Source information Start Marker

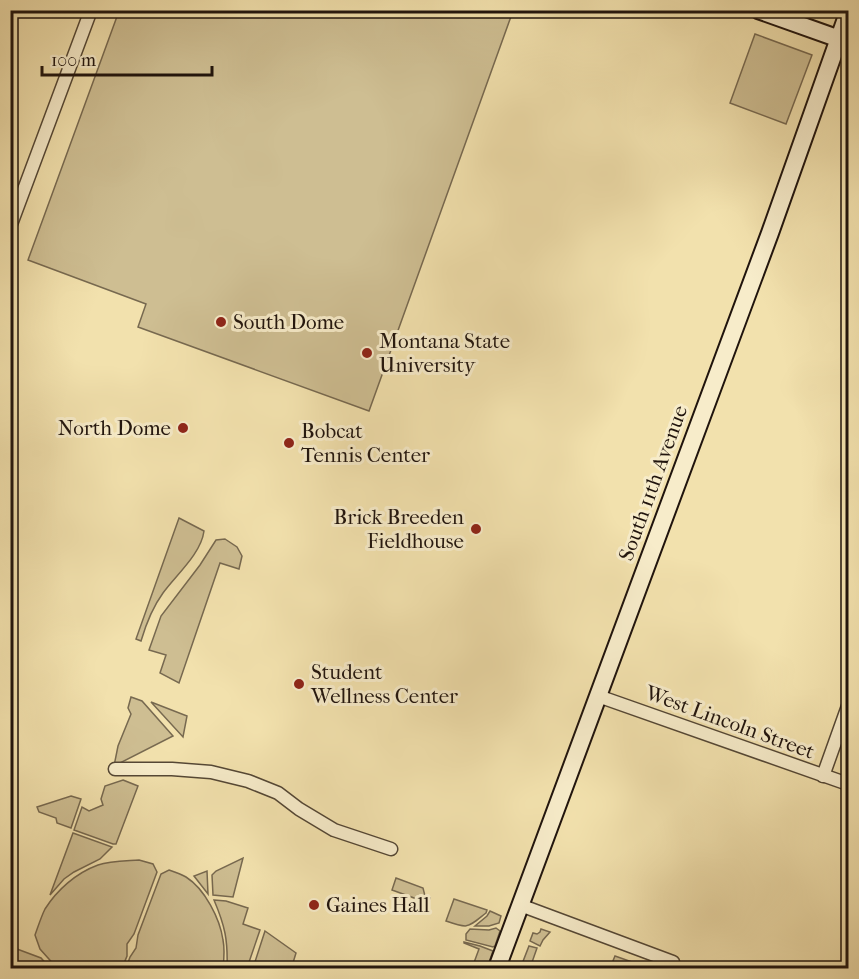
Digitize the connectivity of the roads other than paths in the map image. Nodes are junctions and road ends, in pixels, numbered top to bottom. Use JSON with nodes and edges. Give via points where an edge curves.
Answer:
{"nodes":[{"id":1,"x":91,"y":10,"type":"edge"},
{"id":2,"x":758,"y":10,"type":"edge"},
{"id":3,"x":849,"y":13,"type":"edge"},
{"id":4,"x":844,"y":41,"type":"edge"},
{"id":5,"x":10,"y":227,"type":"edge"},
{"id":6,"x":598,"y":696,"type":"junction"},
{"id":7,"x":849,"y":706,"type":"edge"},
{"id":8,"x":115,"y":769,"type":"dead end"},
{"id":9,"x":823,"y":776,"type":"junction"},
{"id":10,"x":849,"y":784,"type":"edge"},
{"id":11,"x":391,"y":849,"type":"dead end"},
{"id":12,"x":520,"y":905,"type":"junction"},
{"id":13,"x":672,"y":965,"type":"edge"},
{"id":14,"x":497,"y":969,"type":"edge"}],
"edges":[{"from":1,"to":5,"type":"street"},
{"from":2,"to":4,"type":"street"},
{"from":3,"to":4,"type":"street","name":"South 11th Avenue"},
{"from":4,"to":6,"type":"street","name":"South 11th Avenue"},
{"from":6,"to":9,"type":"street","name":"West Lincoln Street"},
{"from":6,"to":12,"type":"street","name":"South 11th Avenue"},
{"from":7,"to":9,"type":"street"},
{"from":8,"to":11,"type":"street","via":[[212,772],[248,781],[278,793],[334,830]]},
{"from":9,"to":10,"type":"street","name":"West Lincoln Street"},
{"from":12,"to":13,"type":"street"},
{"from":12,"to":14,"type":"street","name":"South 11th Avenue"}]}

Source information End Marker

The listing is to be reproduced in full and exactly, except that its pictures are to be dropped.

> _Solution to the exercise_
Digitize the connectivity of the roads other than paths in the map image. Nodes are junctions and road ends, in pixels, numbered top to bottom. Use JSON with nodes and edges. Give via points where an edge curves.
Answer:
{"nodes":[{"id":1,"x":91,"y":10,"type":"edge"},
{"id":2,"x":758,"y":10,"type":"edge"},
{"id":3,"x":849,"y":13,"type":"edge"},
{"id":4,"x":844,"y":41,"type":"edge"},
{"id":5,"x":10,"y":227,"type":"edge"},
{"id":6,"x":598,"y":696,"type":"junction"},
{"id":7,"x":849,"y":706,"type":"edge"},
{"id":8,"x":115,"y":769,"type":"dead end"},
{"id":9,"x":823,"y":776,"type":"junction"},
{"id":10,"x":849,"y":784,"type":"edge"},
{"id":11,"x":391,"y":849,"type":"dead end"},
{"id":12,"x":520,"y":905,"type":"junction"},
{"id":13,"x":672,"y":965,"type":"edge"},
{"id":14,"x":497,"y":969,"type":"edge"}],
"edges":[{"from":1,"to":5,"type":"street"},
{"from":2,"to":4,"type":"street"},
{"from":3,"to":4,"type":"street","name":"South 11th Avenue"},
{"from":4,"to":6,"type":"street","name":"South 11th Avenue"},
{"from":6,"to":9,"type":"street","name":"West Lincoln Street"},
{"from":6,"to":12,"type":"street","name":"South 11th Avenue"},
{"from":7,"to":9,"type":"street"},
{"from":8,"to":11,"type":"street","via":[[212,772],[248,781],[278,793],[334,830]]},
{"from":9,"to":10,"type":"street","name":"West Lincoln Street"},
{"from":12,"to":13,"type":"street"},
{"from":12,"to":14,"type":"street","name":"South 11th Avenue"}]}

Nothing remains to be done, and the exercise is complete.